● **Your assignment**
The lines from the top of the records below through the one containing "index mcp: (868, 947)" are to be transcribed exactly, and nothing else is to be added.

● **Supplied records**
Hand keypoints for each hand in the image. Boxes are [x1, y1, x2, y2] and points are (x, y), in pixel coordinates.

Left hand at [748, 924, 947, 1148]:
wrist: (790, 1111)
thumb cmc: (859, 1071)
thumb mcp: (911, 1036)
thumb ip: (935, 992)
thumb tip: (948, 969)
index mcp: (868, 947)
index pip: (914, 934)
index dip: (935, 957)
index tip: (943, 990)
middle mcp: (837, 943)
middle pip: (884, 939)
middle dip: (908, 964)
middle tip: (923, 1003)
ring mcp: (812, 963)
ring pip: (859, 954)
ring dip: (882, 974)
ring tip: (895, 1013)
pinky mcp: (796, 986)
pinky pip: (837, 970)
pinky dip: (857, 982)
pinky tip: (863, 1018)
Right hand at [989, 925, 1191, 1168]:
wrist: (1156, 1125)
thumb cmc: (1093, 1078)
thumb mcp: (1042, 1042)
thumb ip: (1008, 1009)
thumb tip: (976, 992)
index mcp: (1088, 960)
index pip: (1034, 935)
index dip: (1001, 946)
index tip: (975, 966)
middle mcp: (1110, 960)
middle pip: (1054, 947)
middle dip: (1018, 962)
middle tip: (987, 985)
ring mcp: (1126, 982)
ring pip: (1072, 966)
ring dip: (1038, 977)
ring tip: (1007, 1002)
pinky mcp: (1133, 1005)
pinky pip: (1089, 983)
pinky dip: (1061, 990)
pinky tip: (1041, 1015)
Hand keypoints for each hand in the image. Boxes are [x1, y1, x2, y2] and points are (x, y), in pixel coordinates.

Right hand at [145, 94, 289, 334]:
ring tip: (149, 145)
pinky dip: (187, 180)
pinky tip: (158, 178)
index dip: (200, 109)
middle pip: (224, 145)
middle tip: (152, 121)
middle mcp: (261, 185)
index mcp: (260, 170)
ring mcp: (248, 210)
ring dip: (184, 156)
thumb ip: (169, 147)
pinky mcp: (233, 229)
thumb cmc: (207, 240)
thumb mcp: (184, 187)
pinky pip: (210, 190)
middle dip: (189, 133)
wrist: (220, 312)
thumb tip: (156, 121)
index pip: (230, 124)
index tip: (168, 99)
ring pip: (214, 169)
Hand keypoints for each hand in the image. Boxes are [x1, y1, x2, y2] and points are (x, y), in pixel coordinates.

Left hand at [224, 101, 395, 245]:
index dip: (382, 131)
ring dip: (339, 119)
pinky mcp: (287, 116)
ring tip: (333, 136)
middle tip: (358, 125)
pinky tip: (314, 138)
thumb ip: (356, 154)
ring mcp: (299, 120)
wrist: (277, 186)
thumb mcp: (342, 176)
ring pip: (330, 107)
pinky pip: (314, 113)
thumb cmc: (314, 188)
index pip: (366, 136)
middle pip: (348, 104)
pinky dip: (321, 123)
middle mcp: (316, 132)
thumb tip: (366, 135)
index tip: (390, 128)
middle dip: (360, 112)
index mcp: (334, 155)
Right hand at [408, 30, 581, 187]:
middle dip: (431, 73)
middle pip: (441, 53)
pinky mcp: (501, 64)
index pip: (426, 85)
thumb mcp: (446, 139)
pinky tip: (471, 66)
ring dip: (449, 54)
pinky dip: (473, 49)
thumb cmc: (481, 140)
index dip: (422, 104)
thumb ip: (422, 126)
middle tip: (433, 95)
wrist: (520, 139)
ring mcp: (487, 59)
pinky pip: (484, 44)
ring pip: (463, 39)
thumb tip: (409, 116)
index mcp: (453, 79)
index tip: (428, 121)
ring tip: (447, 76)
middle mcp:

● **Exercise output**
Hand keypoints for each hand in the image. Boxes are [x1, y1, x2, y2] and points are (x, y), in pixel coordinates.

Left hand at [748, 924, 947, 1148]:
wrist: (790, 1111)
thumb cmc: (859, 1071)
thumb mcp: (911, 1036)
thumb ip: (935, 992)
thumb tip: (948, 969)
index mcp: (868, 947)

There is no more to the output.